What did the man say? “This war is lost.” “The President is in a state of denial.” A few years back, Reid shockingly called Federal Reserve chairman Alan Greenspan “one of the biggest political hacks we have in Washington.”

What do these and other outrageous remarks have in common? They are all true.A political leader who speaks the truth in unambiguous ways is naturally suspect in the capital city. But he ought to become a hero in the hinterland where citizens dwell. People who care need to rally around Harry Reid now and express their feelings because the political establishment is coming after him. White House slime agents are leading the campaign

Reid is being caricatured in ways designed to destroy his legitimacy and influence. If it really tries, the press can accomplish this. Remember how leading newspapers depicted Albert Gore as an egotistical goof back in the 2000 campaign?

Honk if you like Harry Reid. Bloggers, unite and bite back in his behalf.Washington Post columnist David Broder (a friend and former colleague of mine) is the chief tut-tutterer among media influentials. Broder took a truly ugly swipe at Reid in today’s Post by comparing him to Alberto Gonzales, the “dead man walking” attorney general.

But wait a minute. Gonzales is ruined goods because he lied and disremembered and ran away from obvious facts. Harry Reid is guilty of the opposite behavior – saying aloud what most everyone in Washington knows to be true. Shame on you, David.

The cynical presumption among Washington “wise guys” is that Reid’s remarks are bad politics. Some things can’t be said, even if they are true. The insiders are wrong, wrong, wrong about that too.

Reid has an old-fashioned quality that sounds unhip to media junkies, but he is a savvy, tough politician known among insiders for an old-fashioned loyalty and willingness to stand up in a fight (ask labor leaders if you doubt this). A week ago when Reid and House Speaker Nancy Pelosi met with Bush, the majority leader told the president to his face that Democrats knew the White House was coming after them with slurs. Reid said he intended to fight back sound bite for sound bite.

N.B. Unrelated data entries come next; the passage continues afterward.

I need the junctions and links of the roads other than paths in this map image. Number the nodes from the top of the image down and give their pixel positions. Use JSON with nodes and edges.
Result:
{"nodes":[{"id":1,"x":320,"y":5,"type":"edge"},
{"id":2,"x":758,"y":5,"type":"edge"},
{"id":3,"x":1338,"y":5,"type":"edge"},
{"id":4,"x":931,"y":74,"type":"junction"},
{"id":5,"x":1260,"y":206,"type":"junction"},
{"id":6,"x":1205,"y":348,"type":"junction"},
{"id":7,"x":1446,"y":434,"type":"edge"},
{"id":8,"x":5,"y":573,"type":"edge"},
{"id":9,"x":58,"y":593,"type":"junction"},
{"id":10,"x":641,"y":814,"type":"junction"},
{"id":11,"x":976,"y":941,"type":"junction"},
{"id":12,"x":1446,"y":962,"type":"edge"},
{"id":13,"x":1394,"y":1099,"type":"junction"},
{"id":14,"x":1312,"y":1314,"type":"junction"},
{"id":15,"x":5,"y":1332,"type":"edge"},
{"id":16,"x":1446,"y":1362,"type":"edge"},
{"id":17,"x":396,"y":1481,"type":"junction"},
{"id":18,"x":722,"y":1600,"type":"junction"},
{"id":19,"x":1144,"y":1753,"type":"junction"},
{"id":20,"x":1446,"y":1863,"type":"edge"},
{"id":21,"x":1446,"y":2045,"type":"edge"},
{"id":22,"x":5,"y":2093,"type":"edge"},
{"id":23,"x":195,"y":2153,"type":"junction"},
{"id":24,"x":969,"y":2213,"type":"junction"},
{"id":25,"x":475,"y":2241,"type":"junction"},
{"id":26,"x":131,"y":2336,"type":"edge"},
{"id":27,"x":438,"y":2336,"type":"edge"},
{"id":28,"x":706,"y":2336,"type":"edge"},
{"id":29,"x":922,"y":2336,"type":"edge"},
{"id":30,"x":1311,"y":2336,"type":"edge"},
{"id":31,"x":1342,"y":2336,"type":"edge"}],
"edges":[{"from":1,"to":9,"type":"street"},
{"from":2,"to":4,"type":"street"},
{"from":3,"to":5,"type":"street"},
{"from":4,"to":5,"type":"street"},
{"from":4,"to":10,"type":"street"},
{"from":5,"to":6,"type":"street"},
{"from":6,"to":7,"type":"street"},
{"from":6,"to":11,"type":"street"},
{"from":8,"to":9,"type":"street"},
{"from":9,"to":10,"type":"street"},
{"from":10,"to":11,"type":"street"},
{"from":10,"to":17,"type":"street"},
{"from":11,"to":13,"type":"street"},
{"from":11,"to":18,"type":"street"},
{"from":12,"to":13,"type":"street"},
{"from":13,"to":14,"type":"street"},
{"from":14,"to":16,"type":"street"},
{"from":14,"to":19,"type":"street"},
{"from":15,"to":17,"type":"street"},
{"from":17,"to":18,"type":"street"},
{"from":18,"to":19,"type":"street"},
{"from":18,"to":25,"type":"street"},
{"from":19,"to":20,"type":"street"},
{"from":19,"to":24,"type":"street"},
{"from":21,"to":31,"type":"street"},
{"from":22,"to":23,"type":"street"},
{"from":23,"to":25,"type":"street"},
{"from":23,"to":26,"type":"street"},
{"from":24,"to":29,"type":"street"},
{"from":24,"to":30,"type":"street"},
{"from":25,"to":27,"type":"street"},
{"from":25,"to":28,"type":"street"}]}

That’s essentially what the Senate leader is doing now. It can pay big dividends with the American public, never mind Beltway pundits. The disgust with this president and his war is general throughout the land. People do not want David Broder’s version of “bipartisan” compromise” on war-making. They want out. And they want Democrats to stand their ground.

If you want to understand Harry Reid, think back to another Harry who was also feisty and blunt – President Harry Truman. Running in 1948, Truman was ridiculed by major newspapers as a hopeless loser. But voters picked up the beat and they gave him a surprise victory.

On the campaign trail, Truman would encounter voices from the crowd shouting, “Give ‘em hell, Harry.” The president would respond, “I don’t give them hell. I just tell the truth about them and they think it’s hell.”

This is Harry Reid’s old-fashioned politics. The country desperately needs it.